REPUBLIKA.CO.ID, BOGOR -- Di antara keutamaan generasi yang hidup di masa Nabi SAW adalah pancaran keteladanan dari mereka yang laksana mata air dan tak pernah kering. Menariknya, keteladanan itu bukan hanya satu sudut tapi dari berbagai sisi.
Abu Musa al-Asy'ari adalah salah satu mata air itu. Ia adalah teladan dalam hal keilmuan sehingga Nabi SAW mengutusnya ke Yaman untuk menjadi dai. Ia juga seorang pejuang yang nyaris tak pernah absen dari medan jihad. Abu Musa juga seorang pembaca Qur'an yang suaranya semerdu Nabi Daud.
Namun di balik segala keutamaan itu, para pendengki selalu punya cara untuk memojokkan sahabat nabi ini. Sikapnya yang bijak dan netral saat menjadi utusan sebagai hakim usai Perang Shiffin sering dianggap kelemahannya. Mereka menyebut Abu Musa tak bisa berdiplomasi, kalah menghadapi Amr bin Ash dan julukan negatif lainnya.
Perang Siffin terjadi antara pasukan Ali bin Abi Thalib ra (khalifah keempat setelah Rasulullah SAW wafat) dengan Muawiyah bin Abi Sufyan, pendiri Dinasti Umayyah. Perang saudara pertama dalam peradaban Islam itu terjadi di Shiffin, Syria (Suriah), pada 1 Shafar tahun 37 H/ 26-28 Juli 657 M.
Lalu bagaimana sosok Abu Musa al-Asy'ari sebenarnya? “Ikuti pembahasannya dalam Kajian Sirah Nabawiyah dan Sejarah Islam yang rutin dilaksanakan setiap Rabu, ba'da Magrib di Masjid Alumni IPB Botani Square Bogor. Sebagai narasumber tetap adalah Ustaz Hepi Andi Bastoni, mantan wartawan majalah Sabili yang juga penulis lebih dari 57 judul buku bertemakan sirah nabawiyah,” kata Ketua Dewan Kesejahteraan Masjid (DKM) Masjid Alumni IPB Bogor, Iman Hilman kepada Republika.co.id, Rabu (19/7).
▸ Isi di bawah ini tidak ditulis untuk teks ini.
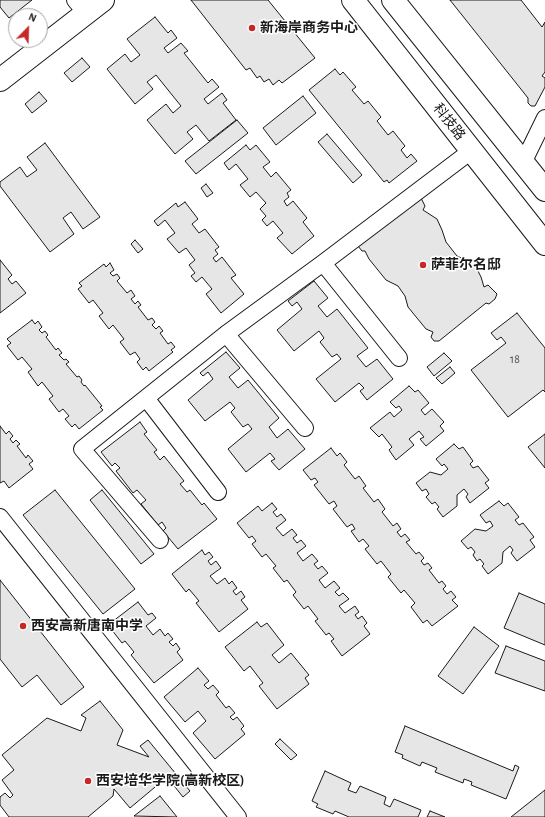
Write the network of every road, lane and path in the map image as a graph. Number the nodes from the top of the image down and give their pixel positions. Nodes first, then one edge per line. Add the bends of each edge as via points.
1 (103, 0) edge
2 (353, 0) edge
3 (394, 0) edge
4 (80, 7) edge
5 (0, 80) edge
6 (545, 118) edge
7 (471, 151) junction
8 (523, 163) junction
9 (545, 190) edge
10 (545, 244) edge
11 (323, 263) junction
12 (226, 334) junction
13 (399, 358) dead end
14 (146, 398) junction
15 (305, 428) dead end
16 (218, 492) dead end
17 (0, 517) edge
18 (160, 540) dead end
19 (238, 817) edge

1 - 4 main road
2 - 7 main road, 科技路
3 - 8 main road
4 - 5 main road
6 - 8 street
7 - 10 main road, 科技路
7 - 11 street
8 - 9 main road
11 - 12 street
11 - 13 street
12 - 14 street
12 - 15 street
14 - 16 street
14 - 18 street via 82,449
17 - 19 street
Iman menambahkan, kajian pada Rabu, 19 Juli 2017 ini masuk seri ke-71. “Kajian Sirah Nabawiyah dan Sejarah Islam Seri ke-71 ini membahas tentang Abu Musa al-Asy'ari, ahli ilmu bersuara merdu. Kajian tersebut dilaksanakan ba’da Maghrib. Kami mengajak kaum Muslimin untuk bersama-sama menghadiri dan mengikuti kajian tersebut. Acara ini gratis dan terbuka untuk umum,” ujar Iman Hilman.